American Discourse on the Fight against the Pandemic


As the delta variant continues to spread in the U.S., the country’s cumulative number of confirmed COVID-19 cases has exceeded 40 million, with more than 670,000 total deaths. The data casts doubt on the U.S. government’s true ability to combat the pandemic. With midterm elections to be held for the U.S. Congress in 2022, and the challenges of both the pandemic and the dramatic disaster response induced by the hasty evacuation from Afghanistan, U.S. government officials have begun to find alternative ways to resolve the crisis.

In this context, the Washington-based website Politico recently published an interview with Surgeon General Vivek Murthy, in which Murthy offered a new option that would have an impact on the public’s understanding and common sense: adjusting the criteria for determining the success of the fight against the pandemic and seeing the good side of the information in the news. According to Murthy, “It is really important that we convey that success does not equal no cases. Success looks like very few people in the hospital and very few dying.”

Among the many officials in the Biden administration, Murthy, 44, is a relatively unique presence. Murthy once wrote, “For the grandson of a poor farmer from India to be asked by the President to look out for the health of an entire nation was a humbling and uniquely American story. I will always be grateful to our country for welcoming my immigrant family nearly 40 years ago and giving me this opportunity to serve.” Clearly, after understanding his highly individualized cultural and family backgrounds, Murthy’s thoughts on the markers of success in fighting the pandemic may seem unexpected, but they make sense.

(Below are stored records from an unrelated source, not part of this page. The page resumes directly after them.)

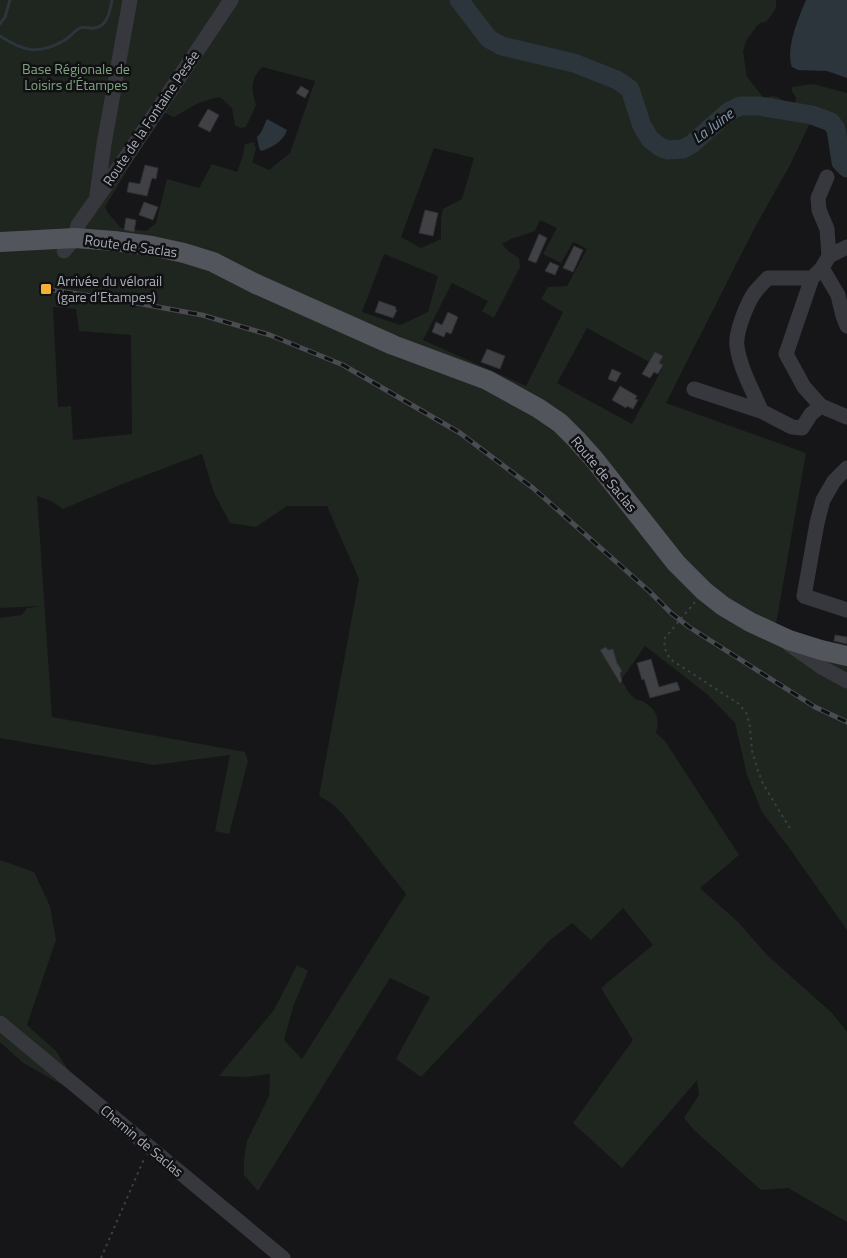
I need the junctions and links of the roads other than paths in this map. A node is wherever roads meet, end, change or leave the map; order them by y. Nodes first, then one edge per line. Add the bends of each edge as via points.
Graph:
1 (130, 0) edge
2 (231, 0) edge
3 (828, 177) dead end
4 (96, 199) junction
5 (0, 242) edge
6 (70, 244) junction
7 (847, 247) edge
8 (0, 255) edge
9 (821, 268) junction
10 (847, 326) edge
11 (694, 389) dead end
12 (821, 406) junction
13 (762, 411) junction
14 (847, 417) edge
15 (847, 468) edge
16 (847, 610) edge
17 (775, 634) junction
18 (847, 656) edge
19 (847, 681) edge
20 (0, 1023) edge
21 (283, 1258) edge

1 - 4 street
2 - 4 street, Route de la Fontaine Pesée
3 - 9 street via 818,198 818,210 827,229
4 - 6 street, Route de la Fontaine Pesée via 78,225
5 - 6 main road, Route de Saclas
6 - 8 main road, Route de Saclas
6 - 17 main road, Route de Saclas via 114,241 152,246 213,262 393,345 487,380 538,408 560,423 594,458 676,563 704,591 723,606
7 - 9 street
9 - 10 street via 838,295
9 - 12 street via 786,354 804,387
9 - 13 street via 768,278 748,305 736,345
11 - 13 street
12 - 13 street via 802,428 792,427
12 - 14 street
15 - 16 street via 834,481 823,500 804,596
17 - 18 main road, Route de Saclas
17 - 19 street via 822,668
20 - 21 street, Chemin de Saclas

From Murthy’s entire interview, we can clearly see the various dilemmas currently facing the U.S. in the fight against the pandemic: the risk of the mutated virus itself, the increasingly torn perception of the American public, the lack of capacity of health agencies to deal with public health issues despite a developed health care system, the absence of officials willing to take clear responsibility, the political divide between the two parties, the delicate relationship between the federal and state governments and so on. But when it comes to solutions, it remains an embarrassing and lamentable two-handed affair. In a sense, the failure to fight the COVID-19 pandemic is similar to the absurdity of the U.S. military’s hasty withdrawal from Afghanistan: The strategy is clear, the knowledge base is vast and the hardware and software resources and conditions are top-notch globally, but the execution borders on magical realism.

The fight against the pandemic is a public policy issue that requires effective government action and a central role. But now the fight against the pandemic in the United States, from the governmental level, has begun to become a discourse based on rhetorical skills and abilities, and has even opened up creative minds to modify the “criteria” of what it means to be successful in the fight against the pandemic.

This trend of change would be a disaster for the United States. Objectively, the end result of this evolutionary trend would be that the American population would be left to battle the virus repeatedly with a limited vaccine barrier, accepting a constant screening rate of about 2% lethality until sufficient social distancing is implemented to interrupt transmission through this brutal survival cull.

In a speech at the White House on Sept. 9, Biden said he had signed an executive order requiring all federal workers to be vaccinated. We will have to wait and see how effective the new measures are.

The author is director of the Center for Cyberspace Governance Studies at Fudan University.